Outra dica poderosa é usar luminárias de cultivo com luz branca fria (ou espectro completo) programadas para 6 a 8 horas por dia. Isso resolve o problema de quem mora em apartamentos com pouca entrada de luz natural. É como dar à planta o “sol da manhã filtrado” que ela tanto ama, mas de forma constante e segura.
E se os rasgos já apareceram?
Se as folhas da sua costela-de-adão já estão com rasgos escuros e aparência doente, o primeiro passo é interromper a causa: observe a luz ao longo do dia e corrija. Depois, pode-se fazer a poda das folhas mais comprometidas, dando espaço para novos brotos saudáveis.

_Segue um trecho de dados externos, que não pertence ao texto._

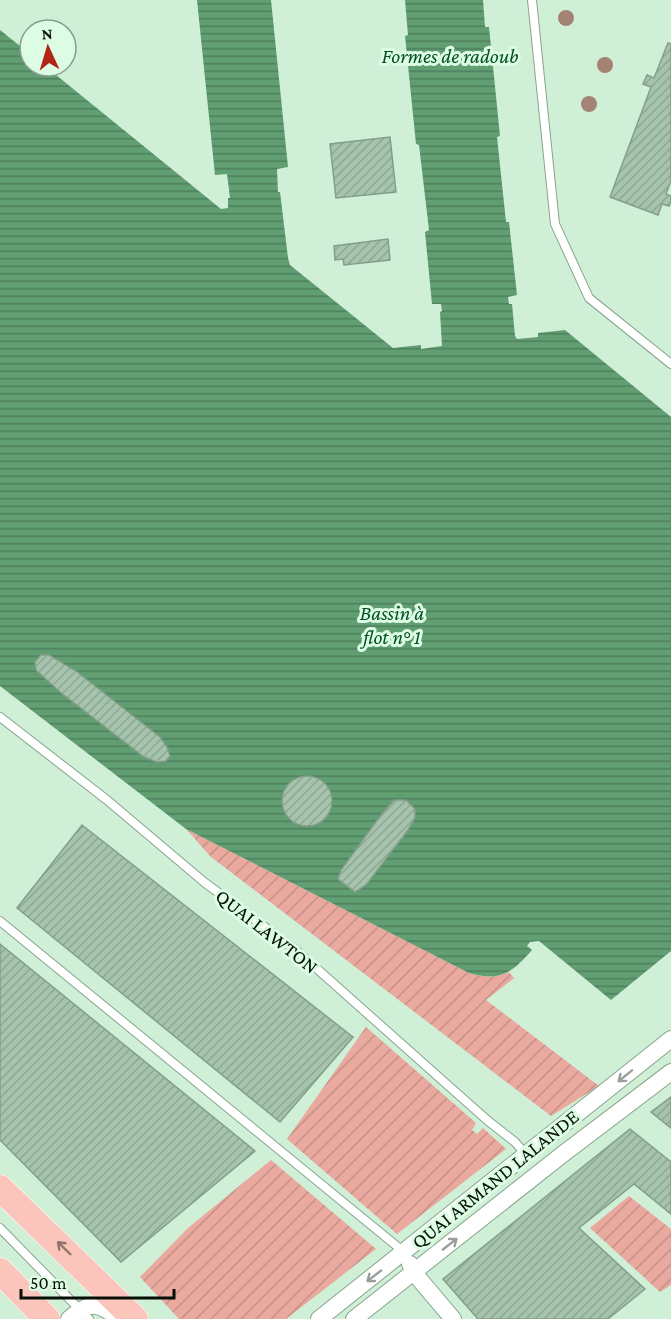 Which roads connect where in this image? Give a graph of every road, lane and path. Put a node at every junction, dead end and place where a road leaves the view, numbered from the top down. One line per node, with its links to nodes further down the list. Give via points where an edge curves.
1 (532, 0): 2 (lane, via 555,224 589,298)
2 (671, 364)
3 (0, 717): 7 (lane, QUAI LAWTON, via 204,882 297,951)
4 (0, 921): 10 (lane)
5 (671, 1039): 7 (street, QUAI ARMAND LALANDE, one-way to 7)
6 (671, 1072): 12 (street, QUAI ARMAND LALANDE, one-way to 6)
7 (526, 1155): 10 (street, QUAI ARMAND LALANDE)
8 (0, 1188): 16 (main road, one-way to 8)
9 (0, 1228): 13 (lane)
10 (404, 1252): 12 (street); 17 (street, QUAI ARMAND LALANDE, one-way to 17)
11 (0, 1271): 14 (main road)
12 (415, 1272): 18 (street, QUAI ARMAND LALANDE); 19 (street)
13 (79, 1316): 15 (street, via 88,1305 97,1305)
14 (47, 1319)
15 (120, 1319)
16 (135, 1319)
17 (319, 1319)
18 (354, 1319)
19 (453, 1319)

Importante: evite regar em excesso na tentativa de “compensar” o dano. Com luz inadequada, a planta bebe menos, e o solo encharcado só agrava o problema. O ideal é deixar o solo secar nos primeiros dois a três centímetros antes de regar novamente.
Benefícios de uma iluminação ideal
Quando a costela-de-adão recebe a luz certa, tudo muda: as folhas ficam maiores, mais rasgadas, com cor intensa e textura firme. O crescimento se acelera, e a planta começa a soltar raízes aéreas com mais vigor. Além disso, as folhas novas já surgem perfeitas, com fendas bem definidas — sinal de que a luz está estimulando a fotossíntese no nível ideal.
Outro benefício é a resistência a pragas. Plantas saudáveis resistem melhor ao ataque de cochonilhas, ácaros e fungos. E a melhor defesa começa mesmo com a iluminação adequada, já que ela regula o metabolismo da planta como um todo.
Cuidar da costela-de-adão é entender o ambiente
A beleza da costela-de-adão vai além do seu visual tropical. Ela é um termômetro do ambiente: quando bem cuidada, responde com vigor e exuberância; quando algo vai mal — principalmente a luz — ela avisa com clareza. Mas diferente de outras plantas, ela não morre de uma hora para outra. Ela sinaliza, aguarda e se adapta… se receber ajuda.
Quem cultiva essa planta em casa precisa observar mais do que simplesmente regar ou adubar. É preciso olhar o entorno: onde bate sol, que horas a luz entra no cômodo, se há superfícies que refletem calor diretamente nas folhas. Esses detalhes fazem toda a diferença entre ter uma costela-de-adão cheia de rasgos escuros e uma planta verdadeiramente ornamental, que enche a casa de vida e personalidade.